Processo: 15/09909-7
Linha de fomento:Bolsas no Brasil - Iniciação Científica
Vigência (Início): 01 de julho de 2015
Vigência (Término): 30 de junho de 2016
Área do conhecimento:Ciências Biológicas - Farmacologia - Toxicologia
Pesquisador responsável:Tania Marcourakis
Beneficiário:Andreza Izidoro de Souza
Instituição-sede: Faculdade de Ciências Farmacêuticas (FCF). Universidade de São Paulo (USP). São Paulo, SP, Brasil
Assunto(s):Fumaça de cigarro

Resumo

No início do desenvolvimento do sistema nervoso central (SNC) diversos agentes neurotóxicos, como a nicotina e a fumaça do cigarro, podem influenciar diferentes mecanismos que caracterizam esta fase.

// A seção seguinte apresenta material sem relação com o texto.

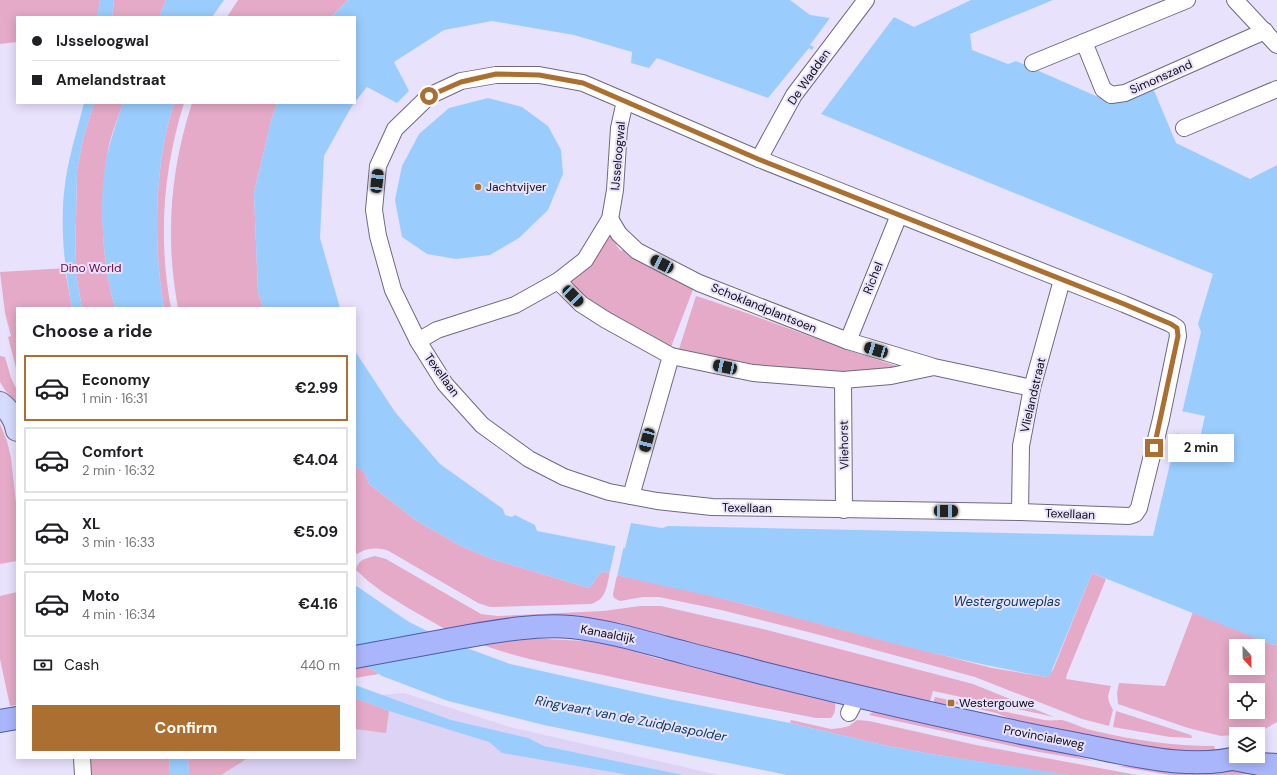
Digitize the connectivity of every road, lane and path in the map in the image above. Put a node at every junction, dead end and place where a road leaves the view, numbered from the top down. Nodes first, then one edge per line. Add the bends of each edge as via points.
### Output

Tendo em vista estes eventos, este projeto visa aprofundar a compreensão dos efeitos da exposição à fumaça do cigarro durante o início do período pós-natal no desenvolvimento do SNC e as possíveis consequências na adolescência e na fase adulta. O foco desse estudo é a transmissão sináptica. Durante o desenvolvimento há contínua sinaptogênese devido à plasticidade sináptica, que ocorre em consequência às experiências e aos estímulos ambientais. Portanto, a sinaptogênese e a plasticidade sináptica são processos dependentes que ocorrem simultaneamente e possuem um importante papel nas principais fases do desenvolvimento. Camundongos C57/BL serão expostos à fumaça do cigarro 3R4F (0,8 mg de nicotina/cigarro) a partir do 3° dia de vida (P3) até o 14° dia (P14) por duas horas diárias (uma hora cada exposição às 9 h e às 16 h). Os animais (n=7) serão eutanasiados em P15 (infância), P35 (adolescência) e P65 (adulto). No hipocampo, cerebelo, estriado e tronco encefálico serão quantificados marcadores da plasticidade sináptica, como a sinapsina, sinaptofisina, sinaptobrevina e sinaptotagamina por western-blotting.